Discussion in 'Star Trek Movies I-X' started by Warped9, Jul 7, 2021.
Particularly since one of the first things Kirk says is, "Here? At Starfleet?"
I watched the 2022 DE again last night, I'm not a huge fan of how they decided every bridge control panel light needs to make a distinct noise when it lights up if visible in a close up shot.
Perhaps Instagram has increased awareness of it, but vignette is an old visual 'effect' in photography, sometimes unintentional and sometimes a deliberate artistic choice to guide the viewer's eye. I do think it's a little weird here.
I remember during the making-of on the initial 2001 release that they really tried to sell the new establishing shots of San Francisco as being bright and pollution free. Both the theatrical (To the best of it's ability) and the original Director's Edition reflect that. In fact, there was a preview for the 4K DC on twitter where you can see the phases of the redone establishing shots without the vignette effect and it looks so much better.

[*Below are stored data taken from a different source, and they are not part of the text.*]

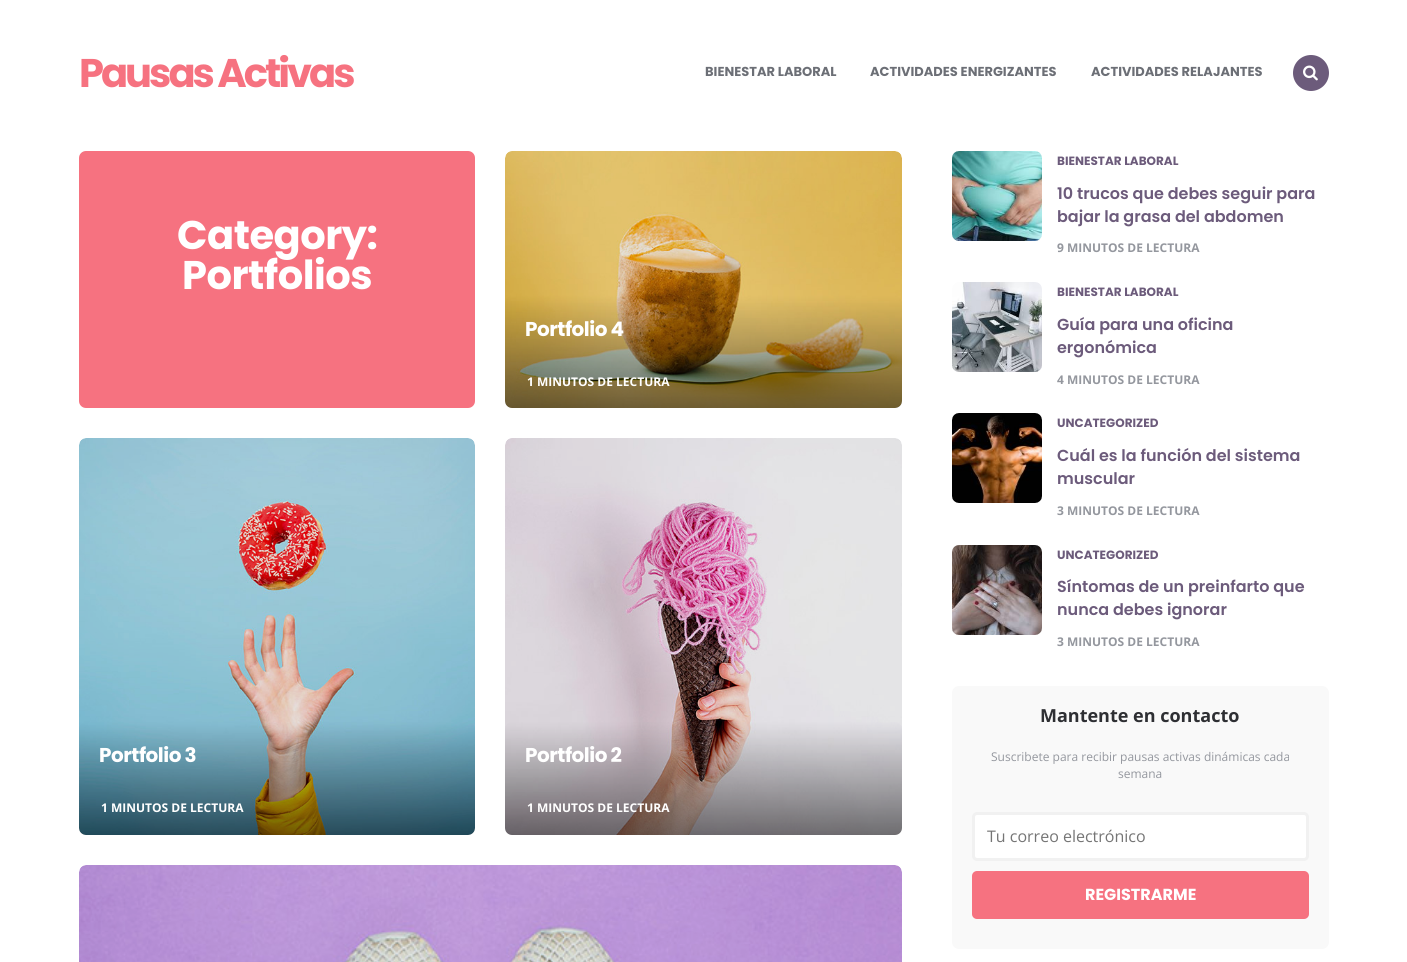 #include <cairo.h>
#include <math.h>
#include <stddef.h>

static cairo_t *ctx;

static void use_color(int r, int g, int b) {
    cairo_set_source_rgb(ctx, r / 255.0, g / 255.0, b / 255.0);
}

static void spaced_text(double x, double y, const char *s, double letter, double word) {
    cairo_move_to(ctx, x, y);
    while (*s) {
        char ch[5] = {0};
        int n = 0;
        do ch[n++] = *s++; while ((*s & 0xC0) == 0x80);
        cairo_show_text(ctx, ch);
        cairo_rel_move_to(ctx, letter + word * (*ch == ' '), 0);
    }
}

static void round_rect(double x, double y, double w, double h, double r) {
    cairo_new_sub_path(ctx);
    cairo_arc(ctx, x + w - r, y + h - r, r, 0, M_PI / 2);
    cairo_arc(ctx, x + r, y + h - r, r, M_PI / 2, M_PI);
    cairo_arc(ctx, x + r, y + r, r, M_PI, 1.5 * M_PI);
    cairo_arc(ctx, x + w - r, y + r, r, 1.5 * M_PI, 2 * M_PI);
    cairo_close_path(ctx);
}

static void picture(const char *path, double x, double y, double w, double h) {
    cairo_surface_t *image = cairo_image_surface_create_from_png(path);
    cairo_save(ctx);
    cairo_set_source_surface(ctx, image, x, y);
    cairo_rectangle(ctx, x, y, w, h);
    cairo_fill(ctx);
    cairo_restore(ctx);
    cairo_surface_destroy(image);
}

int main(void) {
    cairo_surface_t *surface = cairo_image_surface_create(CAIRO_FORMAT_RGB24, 1407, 962);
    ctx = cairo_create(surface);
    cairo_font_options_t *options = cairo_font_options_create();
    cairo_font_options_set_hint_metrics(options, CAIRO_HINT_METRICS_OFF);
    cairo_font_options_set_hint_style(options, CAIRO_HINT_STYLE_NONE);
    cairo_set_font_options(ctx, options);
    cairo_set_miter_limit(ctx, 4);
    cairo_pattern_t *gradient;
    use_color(255, 255, 255);
    cairo_paint(ctx);
    cairo_select_font_face(ctx, "Poppins", CAIRO_FONT_SLANT_NORMAL, CAIRO_FONT_WEIGHT_BOLD);
    cairo_set_font_size(ctx, 40);
    use_color(246, 114, 128);
    spaced_text(79, 87, "Pausas Activas", -3, 0);
    cairo_set_font_size(ctx, 13);
    use_color(108, 111, 118);
    cairo_move_to(ctx, 705, 76);
    cairo_show_text(ctx, "BIENESTAR LABORAL");
    cairo_move_to(ctx, 870, 76);
    cairo_show_text(ctx, "ACTIVIDADES ENERGIZANTES");
    cairo_move_to(ctx, 1091, 76);
    cairo_show_text(ctx, "ACTIVIDADES RELAJANTES");
    use_color(108, 91, 123);
    cairo_new_path(ctx);
    cairo_arc(ctx, 1311, 73, 18, 0, 2 * M_PI);
    cairo_fill(ctx);
    picture("img1.png", 1303, 65, 15, 16);
    use_color(246, 114, 128);
    round_rect(79, 151, 396, 257, 7);
    cairo_fill(ctx);
    cairo_set_font_size(ctx, 40);
    use_color(255, 255, 255);
    spaced_text(177, 249, "Category:", -0.5, 0);
    spaced_text(182, 289, "Portfolios", -0.5, 0);
    picture("img2.png", 505, 151, 397, 257);
    gradient = cairo_pattern_create_linear(704, 408, 704, 296);
    cairo_pattern_add_color_stop_rgba(gradient, 0, 0, 0, 0, 0.5);
    cairo_pattern_add_color_stop_rgba(gradient, 1, 0, 0, 0, 0);
    cairo_set_source(ctx, gradient);
    cairo_pattern_destroy(gradient);
    round_rect(505, 296, 397, 112, 7);
    cairo_fill(ctx);
    cairo_set_font_size(ctx, 20);
    use_color(255, 255, 255);
    spaced_text(525, 336, "Portfolio 4", -0.5, 0);
    cairo_select_font_face(ctx, "Open Sans", CAIRO_FONT_SLANT_NORMAL, CAIRO_FONT_WEIGHT_BOLD);
    cairo_set_font_size(ctx, 12);
    cairo_move_to(ctx, 527, 386);
    cairo_show_text(ctx, "1 MINUTOS DE LECTURA");
    picture("img3.png", 79, 438, 396, 397);
    gradient = cairo_pattern_create_linear(277, 835, 277, 722);
    cairo_pattern_add_color_stop_rgba(gradient, 0, 0, 0, 0, 0.5);
    cairo_pattern_add_color_stop_rgba(gradient, 1, 0, 0, 0, 0);
    cairo_set_source(ctx, gradient);
    cairo_pattern_destroy(gradient);
    round_rect(79, 722, 396, 113, 7);
    cairo_fill(ctx);
    cairo_select_font_face(ctx, "Poppins", CAIRO_FONT_SLANT_NORMAL, CAIRO_FONT_WEIGHT_BOLD);
    cairo_set_font_size(ctx, 20);
    use_color(255, 255, 255);
    spaced_text(99, 762, "Portfolio 3", -0.5, 0);
    cairo_select_font_face(ctx, "Open Sans", CAIRO_FONT_SLANT_NORMAL, CAIRO_FONT_WEIGHT_BOLD);
    cairo_set_font_size(ctx, 12);
    cairo_move_to(ctx, 101, 812);
    cairo_show_text(ctx, "1 MINUTOS DE LECTURA");
    picture("img4.png", 505, 438, 397, 397);
    gradient = cairo_pattern_create_linear(704, 835, 704, 722);
    cairo_pattern_add_color_stop_rgba(gradient, 0, 0, 0, 0, 0.5);
    cairo_pattern_add_color_stop_rgba(gradient, 1, 0, 0, 0, 0);
    cairo_set_source(ctx, gradient);
    cairo_pattern_destroy(gradient);
    round_rect(505, 722, 397, 113, 7);
    cairo_fill(ctx);
    cairo_select_font_face(ctx, "Poppins", CAIRO_FONT_SLANT_NORMAL, CAIRO_FONT_WEIGHT_BOLD);
    cairo_set_font_size(ctx, 20);
    use_color(255, 255, 255);
    spaced_text(525, 762, "Portfolio 2", -0.5, 0);
    cairo_select_font_face(ctx, "Open Sans", CAIRO_FONT_SLANT_NORMAL, CAIRO_FONT_WEIGHT_BOLD);
    cairo_set_font_size(ctx, 12);
    cairo_move_to(ctx, 527, 812);
    cairo_show_text(ctx, "1 MINUTOS DE LECTURA");
    picture("img5.png", 79, 865, 823, 97);
    picture("img6.png", 952, 151, 90, 90);
    cairo_select_font_face(ctx, "Poppins", CAIRO_FONT_SLANT_NORMAL, CAIRO_FONT_WEIGHT_BOLD);
    use_color(108, 91, 123);
    cairo_move_to(ctx, 1057, 165);
    cairo_show_text(ctx, "BIENESTAR LABORAL");
    cairo_select_font_face(ctx, "Poppins SemiBold", CAIRO_FONT_SLANT_NORMAL, CAIRO_FONT_WEIGHT_NORMAL);
    cairo_set_font_size(ctx, 16);
    cairo_move_to(ctx, 1057, 199);
    cairo_show_text(ctx, "10 trucos que debes seguir para");
    cairo_move_to(ctx, 1057, 222);
    cairo_show_text(ctx, "bajar la grasa del abdomen");
    cairo_select_font_face(ctx, "Open Sans", CAIRO_FONT_SLANT_NORMAL, CAIRO_FONT_WEIGHT_BOLD);
    cairo_set_font_size(ctx, 12);
    use_color(148, 151, 158);
    cairo_move_to(ctx, 1057, 252);
    cairo_show_text(ctx, "9 MINUTOS DE LECTURA");
    picture("img7.png", 952, 282, 90, 90);
    cairo_select_font_face(ctx, "Poppins", CAIRO_FONT_SLANT_NORMAL, CAIRO_FONT_WEIGHT_BOLD);
    use_color(108, 91, 123);
    cairo_move_to(ctx, 1057, 296);
    cairo_show_text(ctx, "BIENESTAR LABORAL");
    cairo_select_font_face(ctx, "Poppins SemiBold", CAIRO_FONT_SLANT_NORMAL, CAIRO_FONT_WEIGHT_NORMAL);
    cairo_set_font_size(ctx, 16);
    cairo_move_to(ctx, 1057, 330);
    cairo_show_text(ctx, "Guía para una oficina");
    cairo_move_to(ctx, 1057, 353);
    cairo_show_text(ctx, "ergonómica");
    cairo_select_font_face(ctx, "Open Sans", CAIRO_FONT_SLANT_NORMAL, CAIRO_FONT_WEIGHT_BOLD);
    cairo_set_font_size(ctx, 12);
    use_color(148, 151, 158);
    cairo_move_to(ctx, 1057, 384);
    cairo_show_text(ctx, "4 MINUTOS DE LECTURA");
    picture("img8.png", 952, 413, 90, 90);
    cairo_select_font_face(ctx, "Poppins", CAIRO_FONT_SLANT_NORMAL, CAIRO_FONT_WEIGHT_BOLD);
    use_color(108, 91, 123);
    cairo_move_to(ctx, 1057, 427);
    cairo_show_text(ctx, "UNCATEGORIZED");
    cairo_select_font_face(ctx, "Poppins SemiBold", CAIRO_FONT_SLANT_NORMAL, CAIRO_FONT_WEIGHT_NORMAL);
    cairo_set_font_size(ctx, 16);
    cairo_move_to(ctx, 1057, 461);
    cairo_show_text(ctx, "Cuál es la función del sistema");
    cairo_move_to(ctx, 1057, 484);
    cairo_show_text(ctx, "muscular");
    cairo_select_font_face(ctx, "Open Sans", CAIRO_FONT_SLANT_NORMAL, CAIRO_FONT_WEIGHT_BOLD);
    cairo_set_font_size(ctx, 12);
    use_color(148, 151, 158);
    cairo_move_to(ctx, 1057, 515);
    cairo_show_text(ctx, "3 MINUTOS DE LECTURA");
    picture("img9.png", 952, 545, 90, 90);
    cairo_select_font_face(ctx, "Poppins", CAIRO_FONT_SLANT_NORMAL, CAIRO_FONT_WEIGHT_BOLD);
    use_color(108, 91, 123);
    cairo_move_to(ctx, 1057, 559);
    cairo_show_text(ctx, "UNCATEGORIZED");
    cairo_select_font_face(ctx, "Poppins SemiBold", CAIRO_FONT_SLANT_NORMAL, CAIRO_FONT_WEIGHT_NORMAL);
    cairo_set_font_size(ctx, 16);
    cairo_move_to(ctx, 1057, 592);
    cairo_show_text(ctx, "Síntomas de un preinfarto que");
    cairo_move_to(ctx, 1057, 615);
    cairo_show_text(ctx, "nunca debes ignorar");
    cairo_select_font_face(ctx, "Open Sans", CAIRO_FONT_SLANT_NORMAL, CAIRO_FONT_WEIGHT_BOLD);
    cairo_set_font_size(ctx, 12);
    use_color(148, 151, 158);
    cairo_move_to(ctx, 1057, 646);
    cairo_show_text(ctx, "3 MINUTOS DE LECTURA");
    use_color(249, 249, 249);
    round_rect(952, 686, 377, 263, 7);
    cairo_fill(ctx);
    cairo_set_font_size(ctx, 18);
    use_color(46, 47, 51);
    cairo_move_to(ctx, 1040, 722);
    cairo_show_text(ctx, "Mantente en contacto");
    cairo_select_font_face(ctx, "Open Sans", CAIRO_FONT_SLANT_NORMAL, CAIRO_FONT_WEIGHT_NORMAL);
    cairo_set_font_size(ctx, 12);
    use_color(148, 151, 158);
    cairo_move_to(ctx, 991, 761);
    cairo_show_text(ctx, "Suscribete para recibir pausas activas dinámicas cada");
    cairo_move_to(ctx, 1118, 778);
    cairo_show_text(ctx, "semana");
    use_color(255, 255, 255);
    round_rect(973.5, 813.5, 334, 46, 3.5);
    cairo_fill_preserve(ctx);
    use_color(241, 241, 241);
    cairo_set_line_width(ctx, 3);
    cairo_stroke(ctx);
    cairo_set_font_size(ctx, 16);
    use_color(117, 117, 117);
    cairo_move_to(ctx, 987, 842);
    cairo_show_text(ctx, "Tu correo electrónico");
    use_color(246, 114, 128);
    round_rect(972, 871, 337, 48, 5);
    cairo_fill(ctx);
    cairo_select_font_face(ctx, "Poppins", CAIRO_FONT_SLANT_NORMAL, CAIRO_FONT_WEIGHT_BOLD);
    use_color(255, 255, 255);
    cairo_move_to(ctx, 1085, 900);
    cairo_show_text(ctx, "REGISTRARME");
    cairo_surface_write_to_png(surface, "result.png");
    cairo_font_options_destroy(options);
    cairo_destroy(ctx);
    cairo_surface_destroy(surface);
    return 0;
}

Why would you want to throw shade on a bright sunny day when the TMP theme is playing triumphantly in the background? It's a good thing I subscribe to the 'Sound dominates picture" camp else I'd put the 2001 cut over this, standard definition and all.
On the bonus disk, does anyone know the origin of that shot they use for the main menu? It’s a shot of the bridge, looking aft from the helm/navigation console at the captains chair and science station.
Ah, I miss the days when DVD/Blu-ray menus were art froms in and of themselves. This particular one looks to be a test shot of the set and it's props. You can tell that it's not final because Spock's science station has an office wheely chair.
Yes, I noticed that as well.
Honestly, it's a really gorgeous shot...
To be fair, there already two shots of that point of view of the Enterprise before they fired at the asteroid.
Finally got the BD version of the new directors edition. Overall, I enjoyed it. But.... man that lounge scene is reeeeal rough. Kirk's and McCoy's face look absolutely deformed in parts of that scene. They address it in the new commentary by referring to it as their "problem child". They really should have left it as it was rather than deform the faces of the actors. If this was how it was going to be released, I imagine Shatner and Kelley would have quite a bit to say about it. I don't know if this is a complaint or not, but with all the recompiling that was done... maybe some things are too clear now. Matte lines are now easy to spot, where I didn't notice them in previously.
Jeez.. shame on me for not proof reading (I don't see an edit button) corrections should read... if this is how it was going to be released in 1979... and recompositing, not recompiling. Sorry for the double post.
You get the edit button after a certain number of posts and a certain amount of time after registration, as a safeguard against new accounts opened purely for vandalism.
Which is funny, because it's a problem of their own making. Reminds me of that meme where a guy riding a bike leans over and puts a stick in his own spokes and then blames someone else for doing it.
The lounge scene really looks like a good attempt that was abandoned as a WIP (Edit: I'm not saying that's actually what happened, just that the look of it brings a WIP to mind) as does the air tram terminal. Every time I watch either of them I notice more little oddities. McCoy's feet are very well rotoscoped at one point, but his feet have no shadows whatsoever until he walks into the existing floorspace, and the added wall/floor behind him has frozen grain unlike the floor he steps on to. Not remotely as bad as his face disappearing, but still worth noting.
Bring on the First Contact 4K and my Star Trek 4K collection will be complete! (Will have to swing back to get 09 in 4K)
In the final push-in on Kirk where they replaced Spock and McCoy's armbands, Spock's orange one flips back to blue before it goes off screen. Did any of the DE shots get completed before release?
Interesting that a film that famously remained unfinished for so many years now has a "final cut" whose legacy might just be one of unfinished polishing.
Most people think that was left in deliberately as an homage to the original actors' on set joke.
I don't understand. What would be the point of going to the trouble replacing both armbands, only to have one of them glitch out? That's more reality breaking than just leaving the shot the way it was.
Well, most people, including myself, didn't really notice it to be honest. It's a 43 year old movie and it's astonishing that it looks as good as it does. The homage is far less intrusive or noticeable to most people.
Maybe a Q did it? ;-p
I guess I wasn’t expecting perfection in the first place with the DE.